▶ [WORK ITEM]: Your answer should repeat every line of the records below in which the word "Inner" appears.

BEGIN PROVIDED ENTRIES

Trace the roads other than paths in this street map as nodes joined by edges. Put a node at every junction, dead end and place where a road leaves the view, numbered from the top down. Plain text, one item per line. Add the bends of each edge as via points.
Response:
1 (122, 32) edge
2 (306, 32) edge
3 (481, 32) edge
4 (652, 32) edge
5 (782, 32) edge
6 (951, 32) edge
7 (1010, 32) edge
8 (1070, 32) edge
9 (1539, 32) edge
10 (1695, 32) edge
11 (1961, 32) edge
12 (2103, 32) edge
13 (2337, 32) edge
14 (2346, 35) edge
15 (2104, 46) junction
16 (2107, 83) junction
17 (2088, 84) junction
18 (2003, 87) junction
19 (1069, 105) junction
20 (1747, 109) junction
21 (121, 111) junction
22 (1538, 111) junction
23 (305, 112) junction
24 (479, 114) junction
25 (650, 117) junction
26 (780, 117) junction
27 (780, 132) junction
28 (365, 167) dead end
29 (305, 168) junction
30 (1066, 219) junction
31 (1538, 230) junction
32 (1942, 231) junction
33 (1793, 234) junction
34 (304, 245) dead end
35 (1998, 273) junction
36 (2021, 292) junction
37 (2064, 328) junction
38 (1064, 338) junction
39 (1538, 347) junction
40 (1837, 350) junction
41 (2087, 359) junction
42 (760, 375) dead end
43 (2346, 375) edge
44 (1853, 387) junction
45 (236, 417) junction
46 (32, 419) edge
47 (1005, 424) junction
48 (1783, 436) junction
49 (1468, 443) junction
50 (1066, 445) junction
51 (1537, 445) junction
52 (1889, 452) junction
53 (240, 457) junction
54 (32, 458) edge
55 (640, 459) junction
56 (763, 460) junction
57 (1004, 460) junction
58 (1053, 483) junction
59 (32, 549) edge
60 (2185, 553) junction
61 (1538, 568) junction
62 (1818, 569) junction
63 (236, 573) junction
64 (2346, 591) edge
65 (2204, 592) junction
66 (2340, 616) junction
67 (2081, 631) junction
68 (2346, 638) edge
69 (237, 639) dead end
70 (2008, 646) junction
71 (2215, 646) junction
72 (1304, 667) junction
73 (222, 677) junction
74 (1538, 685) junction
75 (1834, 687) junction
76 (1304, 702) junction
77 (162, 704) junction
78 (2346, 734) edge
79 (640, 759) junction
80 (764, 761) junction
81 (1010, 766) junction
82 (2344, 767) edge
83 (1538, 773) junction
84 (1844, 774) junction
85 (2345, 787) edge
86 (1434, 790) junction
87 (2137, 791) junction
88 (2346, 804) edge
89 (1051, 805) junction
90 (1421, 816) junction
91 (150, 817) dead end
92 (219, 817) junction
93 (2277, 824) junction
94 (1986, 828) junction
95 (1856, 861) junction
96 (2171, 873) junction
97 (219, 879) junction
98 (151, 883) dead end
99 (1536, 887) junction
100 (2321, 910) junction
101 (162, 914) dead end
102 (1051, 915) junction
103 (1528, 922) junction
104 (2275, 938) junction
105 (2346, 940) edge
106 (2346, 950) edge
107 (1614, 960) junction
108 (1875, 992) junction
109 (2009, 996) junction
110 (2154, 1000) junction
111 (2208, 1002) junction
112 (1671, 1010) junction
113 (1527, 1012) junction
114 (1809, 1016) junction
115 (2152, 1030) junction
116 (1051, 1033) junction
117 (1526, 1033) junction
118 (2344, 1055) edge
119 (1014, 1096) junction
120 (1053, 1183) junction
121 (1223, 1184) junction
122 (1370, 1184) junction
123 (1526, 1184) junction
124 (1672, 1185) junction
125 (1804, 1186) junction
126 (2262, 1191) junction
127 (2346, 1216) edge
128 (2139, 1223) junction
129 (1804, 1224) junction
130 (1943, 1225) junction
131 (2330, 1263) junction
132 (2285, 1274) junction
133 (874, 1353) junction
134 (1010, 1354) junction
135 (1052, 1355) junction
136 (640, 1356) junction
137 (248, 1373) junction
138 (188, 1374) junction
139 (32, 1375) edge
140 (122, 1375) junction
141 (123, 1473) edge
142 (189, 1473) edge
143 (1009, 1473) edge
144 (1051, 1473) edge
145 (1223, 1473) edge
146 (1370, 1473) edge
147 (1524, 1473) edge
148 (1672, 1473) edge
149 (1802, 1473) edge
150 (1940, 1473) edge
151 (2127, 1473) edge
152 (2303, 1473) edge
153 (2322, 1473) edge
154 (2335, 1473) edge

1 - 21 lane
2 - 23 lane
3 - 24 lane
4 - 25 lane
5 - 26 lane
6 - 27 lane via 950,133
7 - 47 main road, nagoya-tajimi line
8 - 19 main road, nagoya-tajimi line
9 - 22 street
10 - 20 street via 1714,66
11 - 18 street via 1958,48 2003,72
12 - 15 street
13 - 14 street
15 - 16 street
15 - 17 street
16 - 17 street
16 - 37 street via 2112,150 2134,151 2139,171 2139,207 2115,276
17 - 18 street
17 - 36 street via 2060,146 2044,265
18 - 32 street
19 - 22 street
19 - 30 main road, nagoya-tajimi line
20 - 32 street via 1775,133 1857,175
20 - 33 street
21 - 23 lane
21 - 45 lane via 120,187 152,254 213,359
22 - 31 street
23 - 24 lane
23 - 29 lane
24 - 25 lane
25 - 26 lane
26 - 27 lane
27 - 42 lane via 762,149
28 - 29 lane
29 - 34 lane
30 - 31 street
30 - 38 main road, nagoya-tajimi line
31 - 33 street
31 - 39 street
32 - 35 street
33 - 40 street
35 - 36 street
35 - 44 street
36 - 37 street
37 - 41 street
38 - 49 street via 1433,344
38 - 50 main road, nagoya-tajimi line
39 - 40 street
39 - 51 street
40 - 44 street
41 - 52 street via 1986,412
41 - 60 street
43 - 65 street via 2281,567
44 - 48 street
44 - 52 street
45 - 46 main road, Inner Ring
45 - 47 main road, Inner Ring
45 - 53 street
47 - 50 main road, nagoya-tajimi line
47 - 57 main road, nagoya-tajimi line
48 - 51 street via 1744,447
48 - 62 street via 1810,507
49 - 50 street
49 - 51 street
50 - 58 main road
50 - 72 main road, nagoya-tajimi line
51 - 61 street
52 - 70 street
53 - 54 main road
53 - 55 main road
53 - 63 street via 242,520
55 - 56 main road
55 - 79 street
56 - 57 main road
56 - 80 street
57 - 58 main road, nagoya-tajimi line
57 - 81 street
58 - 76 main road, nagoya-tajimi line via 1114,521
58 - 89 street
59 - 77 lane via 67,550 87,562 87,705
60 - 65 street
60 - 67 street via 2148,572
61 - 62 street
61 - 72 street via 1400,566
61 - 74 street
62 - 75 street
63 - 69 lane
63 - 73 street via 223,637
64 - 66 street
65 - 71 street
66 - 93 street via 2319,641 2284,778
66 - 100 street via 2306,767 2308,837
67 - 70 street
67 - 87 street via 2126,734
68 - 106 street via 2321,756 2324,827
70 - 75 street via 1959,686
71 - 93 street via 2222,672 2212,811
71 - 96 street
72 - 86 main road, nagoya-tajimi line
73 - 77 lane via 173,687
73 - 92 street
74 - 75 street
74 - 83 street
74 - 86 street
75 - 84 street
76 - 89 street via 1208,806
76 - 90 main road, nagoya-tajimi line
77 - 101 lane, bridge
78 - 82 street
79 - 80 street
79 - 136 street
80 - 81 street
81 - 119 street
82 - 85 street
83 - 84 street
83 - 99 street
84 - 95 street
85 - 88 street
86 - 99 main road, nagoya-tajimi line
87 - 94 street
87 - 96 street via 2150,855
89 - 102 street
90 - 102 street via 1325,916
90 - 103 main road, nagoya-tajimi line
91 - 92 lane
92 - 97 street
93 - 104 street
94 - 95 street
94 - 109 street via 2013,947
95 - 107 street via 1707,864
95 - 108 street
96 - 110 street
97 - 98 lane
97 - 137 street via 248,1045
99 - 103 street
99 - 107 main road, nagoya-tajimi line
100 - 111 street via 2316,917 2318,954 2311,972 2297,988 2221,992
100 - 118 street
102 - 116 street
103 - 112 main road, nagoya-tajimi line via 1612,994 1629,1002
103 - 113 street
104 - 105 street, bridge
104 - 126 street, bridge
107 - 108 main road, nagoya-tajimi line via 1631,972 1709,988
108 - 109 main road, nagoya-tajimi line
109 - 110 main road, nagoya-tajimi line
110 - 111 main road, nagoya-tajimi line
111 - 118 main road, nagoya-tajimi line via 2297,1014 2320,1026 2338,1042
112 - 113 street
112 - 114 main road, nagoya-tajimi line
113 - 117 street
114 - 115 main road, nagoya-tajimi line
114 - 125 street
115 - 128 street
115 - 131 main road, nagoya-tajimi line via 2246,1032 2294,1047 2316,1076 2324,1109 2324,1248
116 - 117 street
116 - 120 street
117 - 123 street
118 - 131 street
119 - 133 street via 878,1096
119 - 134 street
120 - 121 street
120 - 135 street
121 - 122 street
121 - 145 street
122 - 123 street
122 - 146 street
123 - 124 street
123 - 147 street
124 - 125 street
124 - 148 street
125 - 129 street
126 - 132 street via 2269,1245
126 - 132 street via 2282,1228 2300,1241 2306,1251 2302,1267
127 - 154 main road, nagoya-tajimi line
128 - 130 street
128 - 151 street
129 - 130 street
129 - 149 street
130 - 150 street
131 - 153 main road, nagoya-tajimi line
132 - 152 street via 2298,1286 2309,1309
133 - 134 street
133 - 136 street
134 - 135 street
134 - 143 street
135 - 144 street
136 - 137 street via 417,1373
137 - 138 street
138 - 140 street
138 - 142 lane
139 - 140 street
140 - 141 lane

END PROVIDED ENTRIES

▶ [FINISHED EXERCISE]:
45 - 46 main road, Inner Ring
45 - 47 main road, Inner Ring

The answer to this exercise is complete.